#### ABOUT THIS TASK:
Only lines holding the word "PIETRO" are needed; copy each of them from the material.

━━━━━ RECORDED INFORMATION ━━━━━

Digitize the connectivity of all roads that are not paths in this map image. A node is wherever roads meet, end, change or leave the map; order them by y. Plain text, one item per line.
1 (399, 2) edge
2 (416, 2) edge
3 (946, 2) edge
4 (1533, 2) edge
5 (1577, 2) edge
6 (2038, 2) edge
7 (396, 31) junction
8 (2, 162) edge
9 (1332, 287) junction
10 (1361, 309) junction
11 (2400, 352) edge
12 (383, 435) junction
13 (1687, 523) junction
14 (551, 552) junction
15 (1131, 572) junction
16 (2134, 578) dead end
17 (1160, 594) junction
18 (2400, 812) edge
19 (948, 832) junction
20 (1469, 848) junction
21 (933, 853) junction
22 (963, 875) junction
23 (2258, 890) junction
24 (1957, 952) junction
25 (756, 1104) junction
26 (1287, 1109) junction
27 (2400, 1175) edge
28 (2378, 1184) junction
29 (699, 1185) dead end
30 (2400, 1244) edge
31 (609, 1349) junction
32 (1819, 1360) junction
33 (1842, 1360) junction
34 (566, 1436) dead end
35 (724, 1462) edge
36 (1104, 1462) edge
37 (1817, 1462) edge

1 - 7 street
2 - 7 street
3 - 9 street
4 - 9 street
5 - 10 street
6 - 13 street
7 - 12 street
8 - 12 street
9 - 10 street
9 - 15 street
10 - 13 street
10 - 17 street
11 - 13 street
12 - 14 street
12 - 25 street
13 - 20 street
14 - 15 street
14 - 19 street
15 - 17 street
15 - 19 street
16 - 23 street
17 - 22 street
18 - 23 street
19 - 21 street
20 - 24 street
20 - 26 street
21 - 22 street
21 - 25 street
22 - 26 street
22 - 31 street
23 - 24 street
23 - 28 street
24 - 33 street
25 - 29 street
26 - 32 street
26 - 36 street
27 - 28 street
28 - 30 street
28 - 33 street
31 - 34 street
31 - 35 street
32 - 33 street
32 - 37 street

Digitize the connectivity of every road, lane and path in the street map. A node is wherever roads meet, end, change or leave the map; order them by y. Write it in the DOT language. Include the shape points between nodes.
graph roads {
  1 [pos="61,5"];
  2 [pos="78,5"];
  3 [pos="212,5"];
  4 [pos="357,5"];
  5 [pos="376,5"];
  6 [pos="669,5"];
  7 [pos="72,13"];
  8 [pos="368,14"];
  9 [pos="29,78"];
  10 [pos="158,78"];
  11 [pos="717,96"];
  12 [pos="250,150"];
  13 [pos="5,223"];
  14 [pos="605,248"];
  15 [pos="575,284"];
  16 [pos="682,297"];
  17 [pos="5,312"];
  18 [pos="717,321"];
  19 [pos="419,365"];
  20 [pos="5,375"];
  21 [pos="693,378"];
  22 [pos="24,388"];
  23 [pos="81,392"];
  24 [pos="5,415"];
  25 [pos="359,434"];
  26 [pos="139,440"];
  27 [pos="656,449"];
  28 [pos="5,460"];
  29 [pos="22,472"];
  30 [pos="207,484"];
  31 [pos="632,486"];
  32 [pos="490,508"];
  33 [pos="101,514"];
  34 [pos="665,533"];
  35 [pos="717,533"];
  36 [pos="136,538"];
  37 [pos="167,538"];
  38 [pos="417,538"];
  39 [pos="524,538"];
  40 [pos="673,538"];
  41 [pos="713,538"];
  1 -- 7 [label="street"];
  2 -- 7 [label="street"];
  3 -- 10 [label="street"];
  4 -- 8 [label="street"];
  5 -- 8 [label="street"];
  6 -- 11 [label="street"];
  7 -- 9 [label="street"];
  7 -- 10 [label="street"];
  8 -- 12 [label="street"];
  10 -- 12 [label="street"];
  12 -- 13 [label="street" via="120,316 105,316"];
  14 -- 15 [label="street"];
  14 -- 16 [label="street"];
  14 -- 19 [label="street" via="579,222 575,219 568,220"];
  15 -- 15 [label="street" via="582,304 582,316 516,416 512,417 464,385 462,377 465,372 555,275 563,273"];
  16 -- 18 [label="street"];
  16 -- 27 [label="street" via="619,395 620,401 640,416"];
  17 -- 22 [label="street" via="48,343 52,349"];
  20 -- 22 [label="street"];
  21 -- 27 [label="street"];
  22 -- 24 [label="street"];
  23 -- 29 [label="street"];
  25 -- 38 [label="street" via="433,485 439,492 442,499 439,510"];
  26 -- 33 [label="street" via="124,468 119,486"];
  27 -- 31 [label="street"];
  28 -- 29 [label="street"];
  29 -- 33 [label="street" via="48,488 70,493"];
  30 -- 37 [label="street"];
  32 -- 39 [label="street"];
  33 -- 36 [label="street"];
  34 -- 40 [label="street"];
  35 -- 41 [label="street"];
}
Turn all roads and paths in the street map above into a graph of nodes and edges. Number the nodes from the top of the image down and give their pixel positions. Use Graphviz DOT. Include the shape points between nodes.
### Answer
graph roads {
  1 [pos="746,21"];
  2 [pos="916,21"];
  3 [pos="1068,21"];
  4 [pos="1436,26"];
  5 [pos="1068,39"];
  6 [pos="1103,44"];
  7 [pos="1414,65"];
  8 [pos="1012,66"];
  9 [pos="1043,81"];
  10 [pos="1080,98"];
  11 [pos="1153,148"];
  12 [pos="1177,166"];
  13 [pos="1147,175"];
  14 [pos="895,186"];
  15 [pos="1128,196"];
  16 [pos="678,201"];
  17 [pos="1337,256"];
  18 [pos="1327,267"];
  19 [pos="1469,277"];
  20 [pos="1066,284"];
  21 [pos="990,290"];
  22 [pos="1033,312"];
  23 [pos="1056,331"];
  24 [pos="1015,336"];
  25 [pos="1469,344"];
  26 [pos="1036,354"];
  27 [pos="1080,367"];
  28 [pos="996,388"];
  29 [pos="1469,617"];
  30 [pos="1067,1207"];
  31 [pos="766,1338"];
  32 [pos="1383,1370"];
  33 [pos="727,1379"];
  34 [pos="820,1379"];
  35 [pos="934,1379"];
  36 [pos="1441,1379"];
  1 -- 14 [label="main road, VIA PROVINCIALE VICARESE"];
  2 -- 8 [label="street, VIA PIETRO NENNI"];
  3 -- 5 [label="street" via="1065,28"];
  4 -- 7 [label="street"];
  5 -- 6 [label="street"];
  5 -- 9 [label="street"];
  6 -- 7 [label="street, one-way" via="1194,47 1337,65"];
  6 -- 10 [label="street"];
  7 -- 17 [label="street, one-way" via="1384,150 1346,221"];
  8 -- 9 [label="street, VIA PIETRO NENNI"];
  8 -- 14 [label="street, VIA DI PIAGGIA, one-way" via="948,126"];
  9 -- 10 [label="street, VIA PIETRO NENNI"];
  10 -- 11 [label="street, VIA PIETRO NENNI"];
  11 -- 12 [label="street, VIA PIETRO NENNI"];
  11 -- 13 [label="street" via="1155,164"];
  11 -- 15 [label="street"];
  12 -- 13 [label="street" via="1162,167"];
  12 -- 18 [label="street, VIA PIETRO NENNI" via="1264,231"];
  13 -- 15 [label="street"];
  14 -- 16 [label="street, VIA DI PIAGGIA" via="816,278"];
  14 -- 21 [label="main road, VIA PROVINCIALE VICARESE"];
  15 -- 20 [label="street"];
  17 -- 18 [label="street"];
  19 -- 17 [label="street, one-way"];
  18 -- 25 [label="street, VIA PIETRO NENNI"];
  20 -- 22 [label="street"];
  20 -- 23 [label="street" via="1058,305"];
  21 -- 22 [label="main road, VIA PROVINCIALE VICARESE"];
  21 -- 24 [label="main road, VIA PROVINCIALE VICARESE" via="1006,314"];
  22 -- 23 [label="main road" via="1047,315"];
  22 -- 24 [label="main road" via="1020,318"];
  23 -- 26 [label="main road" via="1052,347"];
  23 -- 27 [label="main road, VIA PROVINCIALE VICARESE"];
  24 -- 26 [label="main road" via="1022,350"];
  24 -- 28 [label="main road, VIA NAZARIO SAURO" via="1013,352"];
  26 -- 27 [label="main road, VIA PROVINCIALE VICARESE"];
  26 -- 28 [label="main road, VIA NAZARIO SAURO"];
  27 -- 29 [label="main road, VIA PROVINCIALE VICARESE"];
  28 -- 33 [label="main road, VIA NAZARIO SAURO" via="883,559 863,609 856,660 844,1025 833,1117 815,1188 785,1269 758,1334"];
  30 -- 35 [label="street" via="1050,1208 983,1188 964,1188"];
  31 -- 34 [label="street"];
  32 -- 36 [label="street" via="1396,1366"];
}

━━━━━

#### EXERCISE RESPONSE:
  2 -- 8 [label="street, VIA PIETRO NENNI"];
  8 -- 9 [label="street, VIA PIETRO NENNI"];
  9 -- 10 [label="street, VIA PIETRO NENNI"];
  10 -- 11 [label="street, VIA PIETRO NENNI"];
  11 -- 12 [label="street, VIA PIETRO NENNI"];
  12 -- 18 [label="street, VIA PIETRO NENNI" via="1264,231"];
  18 -- 25 [label="street, VIA PIETRO NENNI"];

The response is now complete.